== EXERCISE BRIEF ==
Within the material below, locate the line with "Road topology of" and the line with "Trace all roads", then return those two lines and all lines between them, exactly as written.

== TASK DATA ==
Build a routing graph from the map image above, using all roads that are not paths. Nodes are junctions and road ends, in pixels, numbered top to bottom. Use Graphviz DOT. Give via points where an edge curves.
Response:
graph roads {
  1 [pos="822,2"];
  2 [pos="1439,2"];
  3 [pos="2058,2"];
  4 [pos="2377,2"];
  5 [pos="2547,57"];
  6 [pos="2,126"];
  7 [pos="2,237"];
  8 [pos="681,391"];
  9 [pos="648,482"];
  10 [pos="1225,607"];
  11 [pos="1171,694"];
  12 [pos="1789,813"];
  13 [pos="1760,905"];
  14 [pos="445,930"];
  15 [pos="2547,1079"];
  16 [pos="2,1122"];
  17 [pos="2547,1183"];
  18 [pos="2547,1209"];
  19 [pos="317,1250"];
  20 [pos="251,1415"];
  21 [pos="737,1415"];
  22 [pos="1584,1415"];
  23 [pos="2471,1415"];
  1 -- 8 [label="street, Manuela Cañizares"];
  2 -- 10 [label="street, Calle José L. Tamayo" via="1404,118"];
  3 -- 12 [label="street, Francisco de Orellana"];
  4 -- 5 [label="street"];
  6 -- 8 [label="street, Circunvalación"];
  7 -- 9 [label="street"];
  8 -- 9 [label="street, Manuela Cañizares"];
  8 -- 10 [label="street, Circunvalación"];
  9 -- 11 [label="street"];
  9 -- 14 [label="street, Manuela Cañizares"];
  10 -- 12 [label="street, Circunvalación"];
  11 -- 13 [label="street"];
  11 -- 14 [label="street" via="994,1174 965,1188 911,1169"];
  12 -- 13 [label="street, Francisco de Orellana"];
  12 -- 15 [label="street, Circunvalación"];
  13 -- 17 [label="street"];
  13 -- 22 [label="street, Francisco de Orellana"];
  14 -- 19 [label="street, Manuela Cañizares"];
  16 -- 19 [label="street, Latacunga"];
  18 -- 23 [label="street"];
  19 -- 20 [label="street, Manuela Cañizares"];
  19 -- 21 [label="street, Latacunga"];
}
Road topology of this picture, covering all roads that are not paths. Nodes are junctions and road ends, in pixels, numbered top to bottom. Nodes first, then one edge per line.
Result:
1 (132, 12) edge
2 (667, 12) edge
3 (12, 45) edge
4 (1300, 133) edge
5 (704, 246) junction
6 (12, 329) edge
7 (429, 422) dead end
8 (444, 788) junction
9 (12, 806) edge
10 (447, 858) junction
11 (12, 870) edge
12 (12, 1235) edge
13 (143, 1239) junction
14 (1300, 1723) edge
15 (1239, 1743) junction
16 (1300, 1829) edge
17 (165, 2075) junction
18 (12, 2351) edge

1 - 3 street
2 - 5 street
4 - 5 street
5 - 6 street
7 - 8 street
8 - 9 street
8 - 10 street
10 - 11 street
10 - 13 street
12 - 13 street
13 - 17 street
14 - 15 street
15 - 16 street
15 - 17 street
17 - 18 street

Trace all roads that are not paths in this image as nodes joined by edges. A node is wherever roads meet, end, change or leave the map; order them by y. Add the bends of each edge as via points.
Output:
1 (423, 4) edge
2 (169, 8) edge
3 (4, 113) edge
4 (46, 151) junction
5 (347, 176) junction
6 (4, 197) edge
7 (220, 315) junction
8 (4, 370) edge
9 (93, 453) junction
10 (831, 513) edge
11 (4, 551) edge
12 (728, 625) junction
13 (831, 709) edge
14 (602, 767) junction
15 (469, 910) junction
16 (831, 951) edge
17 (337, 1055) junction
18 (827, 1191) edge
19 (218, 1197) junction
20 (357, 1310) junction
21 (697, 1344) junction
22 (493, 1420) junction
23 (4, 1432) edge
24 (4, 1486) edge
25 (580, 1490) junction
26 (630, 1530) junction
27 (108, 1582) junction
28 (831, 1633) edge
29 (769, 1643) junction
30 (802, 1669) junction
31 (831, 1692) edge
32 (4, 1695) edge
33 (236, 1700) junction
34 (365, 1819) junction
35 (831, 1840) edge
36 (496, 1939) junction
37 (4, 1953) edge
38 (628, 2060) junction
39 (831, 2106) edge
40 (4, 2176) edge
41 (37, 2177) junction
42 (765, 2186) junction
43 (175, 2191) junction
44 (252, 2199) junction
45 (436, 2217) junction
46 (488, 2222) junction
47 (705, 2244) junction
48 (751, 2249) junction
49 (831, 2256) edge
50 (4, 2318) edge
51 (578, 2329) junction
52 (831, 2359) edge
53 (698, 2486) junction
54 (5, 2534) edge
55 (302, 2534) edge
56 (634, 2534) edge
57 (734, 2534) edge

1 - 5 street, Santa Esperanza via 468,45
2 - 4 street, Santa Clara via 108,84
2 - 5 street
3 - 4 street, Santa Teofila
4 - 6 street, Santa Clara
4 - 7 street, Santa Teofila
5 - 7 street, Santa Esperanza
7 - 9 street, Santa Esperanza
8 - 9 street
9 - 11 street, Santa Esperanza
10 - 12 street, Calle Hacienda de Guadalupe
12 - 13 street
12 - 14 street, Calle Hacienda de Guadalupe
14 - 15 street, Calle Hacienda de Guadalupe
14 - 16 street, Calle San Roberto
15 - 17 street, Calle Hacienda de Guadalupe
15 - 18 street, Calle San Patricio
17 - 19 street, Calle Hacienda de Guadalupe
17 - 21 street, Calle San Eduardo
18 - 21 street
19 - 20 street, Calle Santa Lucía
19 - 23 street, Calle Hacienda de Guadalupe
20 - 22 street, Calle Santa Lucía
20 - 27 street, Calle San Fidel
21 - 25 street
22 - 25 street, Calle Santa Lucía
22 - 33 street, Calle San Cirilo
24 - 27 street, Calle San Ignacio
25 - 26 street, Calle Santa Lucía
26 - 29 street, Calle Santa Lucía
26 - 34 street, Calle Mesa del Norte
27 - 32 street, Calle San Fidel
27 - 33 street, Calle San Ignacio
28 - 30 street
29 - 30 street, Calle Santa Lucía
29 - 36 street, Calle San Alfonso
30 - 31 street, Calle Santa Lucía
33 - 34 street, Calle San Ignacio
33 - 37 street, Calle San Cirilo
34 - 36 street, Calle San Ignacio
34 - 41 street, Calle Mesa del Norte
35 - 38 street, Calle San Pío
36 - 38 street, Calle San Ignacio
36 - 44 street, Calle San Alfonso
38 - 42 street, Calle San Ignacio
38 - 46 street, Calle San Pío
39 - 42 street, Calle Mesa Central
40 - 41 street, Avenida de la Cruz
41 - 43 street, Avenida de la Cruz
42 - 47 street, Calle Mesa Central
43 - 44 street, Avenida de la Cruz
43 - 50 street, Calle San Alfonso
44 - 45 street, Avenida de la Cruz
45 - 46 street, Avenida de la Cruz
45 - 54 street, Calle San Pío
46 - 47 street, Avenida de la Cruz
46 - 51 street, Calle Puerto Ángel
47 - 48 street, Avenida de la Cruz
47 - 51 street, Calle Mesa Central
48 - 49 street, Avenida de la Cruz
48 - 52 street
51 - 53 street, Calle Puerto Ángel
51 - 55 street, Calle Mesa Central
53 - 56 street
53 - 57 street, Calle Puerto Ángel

== ANSWER ==
Road topology of this picture, covering all roads that are not paths. Nodes are junctions and road ends, in pixels, numbered top to bottom. Nodes first, then one edge per line.
Result:
1 (132, 12) edge
2 (667, 12) edge
3 (12, 45) edge
4 (1300, 133) edge
5 (704, 246) junction
6 (12, 329) edge
7 (429, 422) dead end
8 (444, 788) junction
9 (12, 806) edge
10 (447, 858) junction
11 (12, 870) edge
12 (12, 1235) edge
13 (143, 1239) junction
14 (1300, 1723) edge
15 (1239, 1743) junction
16 (1300, 1829) edge
17 (165, 2075) junction
18 (12, 2351) edge

1 - 3 street
2 - 5 street
4 - 5 street
5 - 6 street
7 - 8 street
8 - 9 street
8 - 10 street
10 - 11 street
10 - 13 street
12 - 13 street
13 - 17 street
14 - 15 street
15 - 16 street
15 - 17 street
17 - 18 street

Trace all roads that are not paths in this image as nodes joined by edges. A node is wherever roads meet, end, change or leave the map; order them by y. Add the bends of each edge as via points.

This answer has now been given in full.